For those looking ahead
“The Five Years Before You Retire: Retirement Planning When You Need It the Most,” by Emily Guy Birken. Think you’ve got enough for your golden years? You might be surprised – and finding that your funds are lacking is not the kind of surprise you want in your 60s. Birken walks you through decisions you need to make in your last few years of full earnings.
“The Smart Woman’s Guide to Retirement: How to Save For Your Future Today,” by Mary Hunt. When I gave this book away, some of the comments were a little disheartening (e.g., “I’m in my 40s and haven’t saved a dime”). Whether you’re just starting out or halfway through your working years, you need to put together a plan. Hunt shows you how. Remember: Women tend to outlive men, and more women are opting not to marry or are winding up divorced (whether they want to be or not). Prepare to take care of yourself.

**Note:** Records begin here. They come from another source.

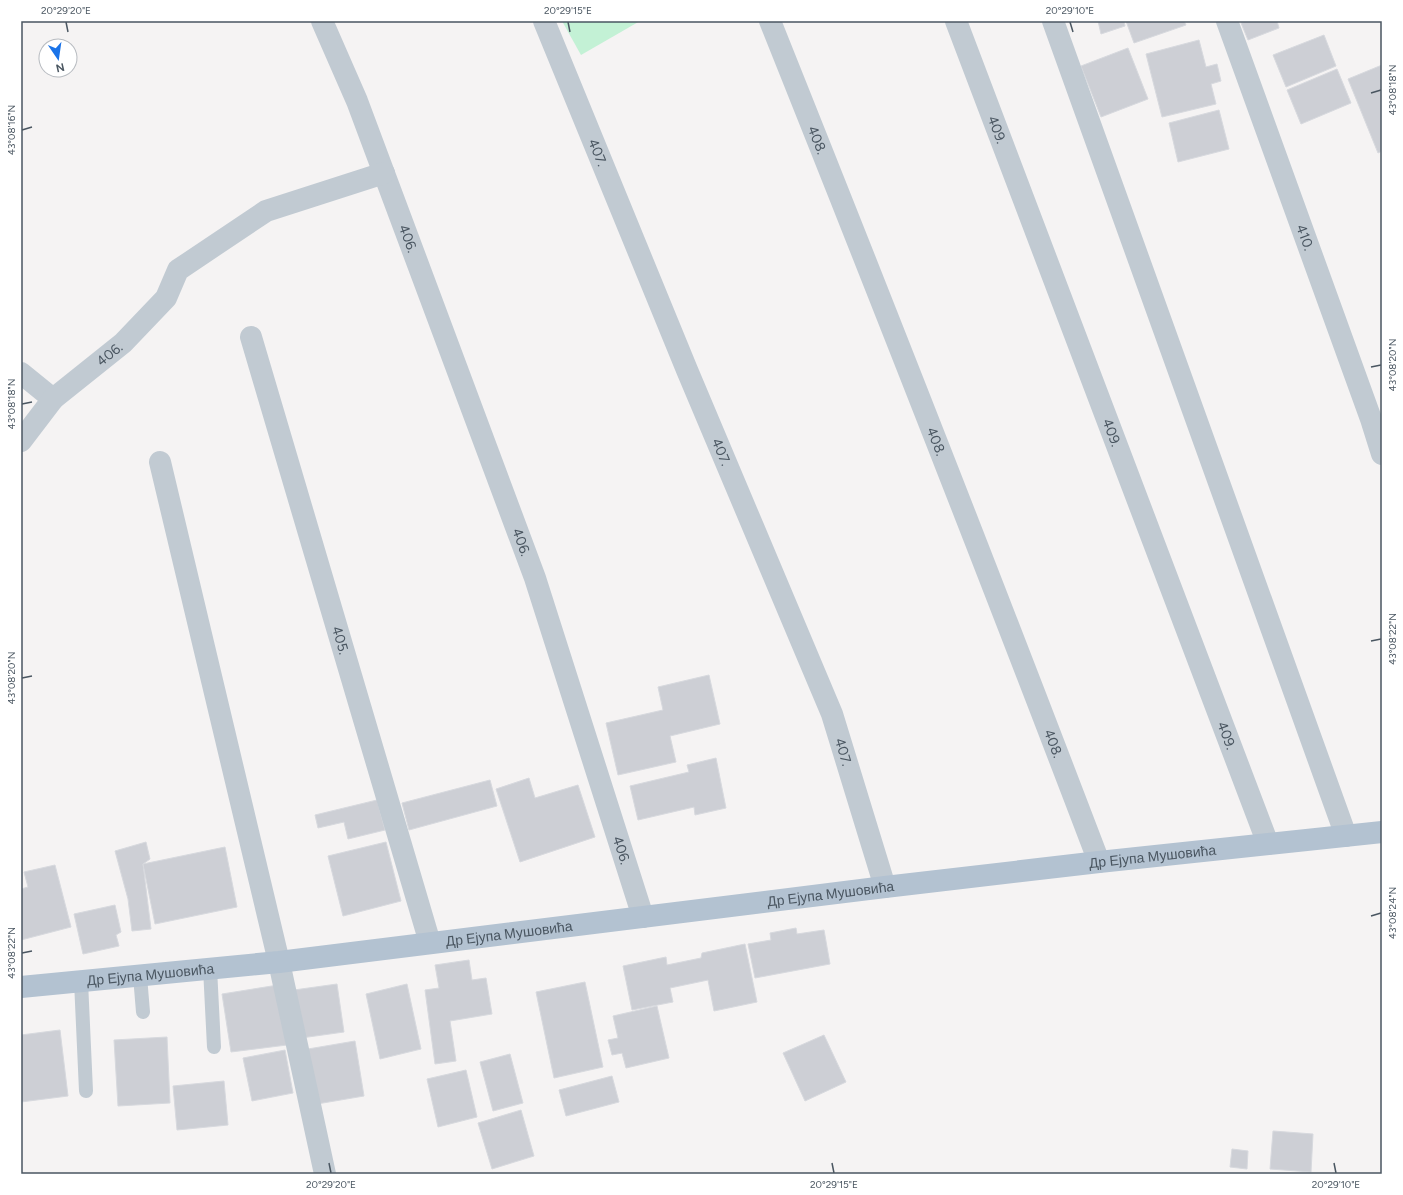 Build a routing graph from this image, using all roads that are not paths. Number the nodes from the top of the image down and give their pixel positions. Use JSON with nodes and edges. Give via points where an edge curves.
{"nodes":[{"id":1,"x":322,"y":21,"type":"edge"},
{"id":2,"x":544,"y":21,"type":"edge"},
{"id":3,"x":770,"y":21,"type":"edge"},
{"id":4,"x":956,"y":21,"type":"edge"},
{"id":5,"x":1053,"y":21,"type":"edge"},
{"id":6,"x":1227,"y":21,"type":"edge"},
{"id":7,"x":384,"y":173,"type":"junction"},
{"id":8,"x":251,"y":337,"type":"dead end"},
{"id":9,"x":21,"y":373,"type":"edge"},
{"id":10,"x":53,"y":399,"type":"junction"},
{"id":11,"x":21,"y":441,"type":"edge"},
{"id":12,"x":1382,"y":454,"type":"edge"},
{"id":13,"x":160,"y":462,"type":"dead end"},
{"id":14,"x":1382,"y":832,"type":"edge"},
{"id":15,"x":1346,"y":836,"type":"junction"},
{"id":16,"x":1268,"y":844,"type":"junction"},
{"id":17,"x":1099,"y":862,"type":"junction"},
{"id":18,"x":885,"y":887,"type":"junction"},
{"id":19,"x":643,"y":917,"type":"junction"},
{"id":20,"x":430,"y":943,"type":"junction"},
{"id":21,"x":279,"y":962,"type":"junction"},
{"id":22,"x":210,"y":968,"type":"junction"},
{"id":23,"x":140,"y":976,"type":"junction"},
{"id":24,"x":81,"y":981,"type":"junction"},
{"id":25,"x":21,"y":987,"type":"edge"},
{"id":26,"x":143,"y":1012,"type":"dead end"},
{"id":27,"x":214,"y":1047,"type":"dead end"},
{"id":28,"x":86,"y":1091,"type":"dead end"},
{"id":29,"x":325,"y":1174,"type":"edge"}],
"edges":[{"from":1,"to":7,"type":"street","name":"406.","via":[[357,101]]},
{"from":2,"to":18,"type":"street","name":"407.","via":[[686,370],[832,714]]},
{"from":3,"to":17,"type":"street","name":"408.","via":[[1005,615]]},
{"from":4,"to":16,"type":"street","name":"409."},
{"from":5,"to":15,"type":"street"},
{"from":6,"to":12,"type":"street","name":"410."},
{"from":7,"to":10,"type":"street","name":"406.","via":[[266,211],[178,270],[166,298],[123,343]]},
{"from":7,"to":19,"type":"street","name":"406.","via":[[535,578]]},
{"from":8,"to":20,"type":"street","name":"405."},
{"from":9,"to":10,"type":"street"},
{"from":10,"to":11,"type":"street","name":"406."},
{"from":13,"to":21,"type":"street"},
{"from":14,"to":15,"type":"main road","name":"Др Ејупа Мушовића"},
{"from":15,"to":16,"type":"main road","name":"Др Ејупа Мушовића"},
{"from":16,"to":17,"type":"main road","name":"Др Ејупа Мушовића"},
{"from":17,"to":18,"type":"main road","name":"Др Ејупа Мушовића"},
{"from":18,"to":19,"type":"main road","name":"Др Ејупа Мушовића"},
{"from":19,"to":20,"type":"main road","name":"Др Ејупа Мушовића"},
{"from":20,"to":21,"type":"main road","name":"Др Ејупа Мушовића"},
{"from":21,"to":22,"type":"main road","name":"Др Ејупа Мушовића"},
{"from":21,"to":29,"type":"street"},
{"from":22,"to":23,"type":"main road","name":"Др Ејупа Мушовића"},
{"from":22,"to":27,"type":"lane"},
{"from":23,"to":24,"type":"main road","name":"Др Ејупа Мушовића"},
{"from":23,"to":26,"type":"lane"},
{"from":24,"to":25,"type":"main road","name":"Др Ејупа Мушовића"},
{"from":24,"to":28,"type":"lane"}]}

“What To Do When I Get Stupid: A Radically Safe Approach to a Difficult Financial Era,” by Lewis Mandell. While you’d like to think you’ll always be able to handle your own funds, the fact is that financial abilities peak at age 53 and are likely to decline after that. Since making the wrong decisions and/or being defrauded are both real possibilities, the author shows how to make sure we have enough money to see us through.

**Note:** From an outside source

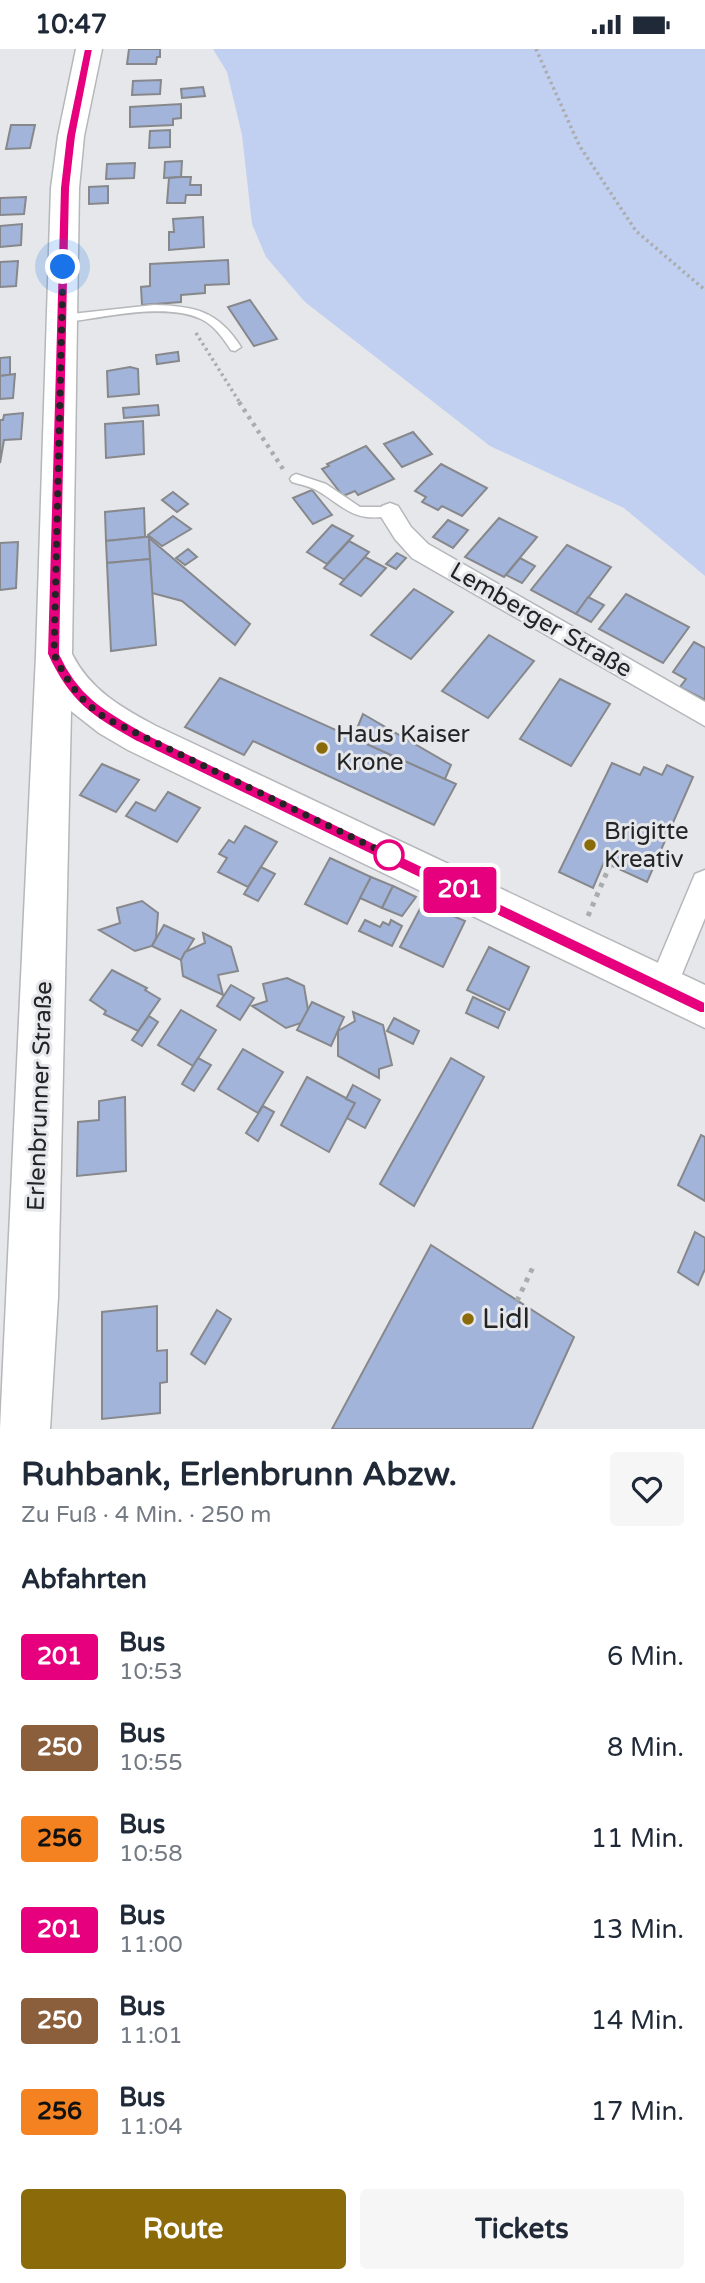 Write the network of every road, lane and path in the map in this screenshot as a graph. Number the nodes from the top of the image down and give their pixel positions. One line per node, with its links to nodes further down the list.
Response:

“The Coupon Mom’s Guide to Cutting Your Grocery Bills in Half: The Strategic Shopping Method Proven to Slash Food and Drugstore Costs,” by Stephanie Nelson. Want to get food and other necessities for a lot less, or even for free? Nelson has plans for novices and coupon hounds alike, and even for those who want to save money but are short on time/inclination. (Her website, CouponMom.com, provides weekly coupon-sale matchups for hundreds of supermarkets, drugstores and dollar stores across the country. Recent deals have included laundry soap for 3 cents a jug, toilet paper for 10 cents a package, and free name-brand cold medicines, dog treats and analgesics.)
“Clark Howard’s Living Large in Lean Times: 250+ Ways to Buy Smarter, Spend Smarter and Save Money,” by Clark Howard. The nationally syndicated radio host has frugal hacks for beginning, intermediate and veteran deal hounds. Howard is a populist who gets it – he knows how everyday people live and is determined to help them get the most bang for the buck.
“Hard Core Poor: A Book On Serious Thrift,” by Kelly Sangree. Just what it sounds like: A primer on how pinching pennies can keep you in the ballgame when times are tight. Seasoned frugalists might find a lot of this material to be pretty obvious. But if someone you know is new to saving money, this book could be a big help.
Keep in mind that not everyone will appreciate this kind of gift. Some might take umbrage, feeling they’re being judged or that they’re doing it wrong. At some point, however, recipients might start reading – the first step to changing their own lives.
You might even be thanked later on. But of course, that’s not why you gave a book or books. The point is to help, to encourage or to inspire. You might even change –or save – someone’s life. Whether or not you ever find out is beside the point.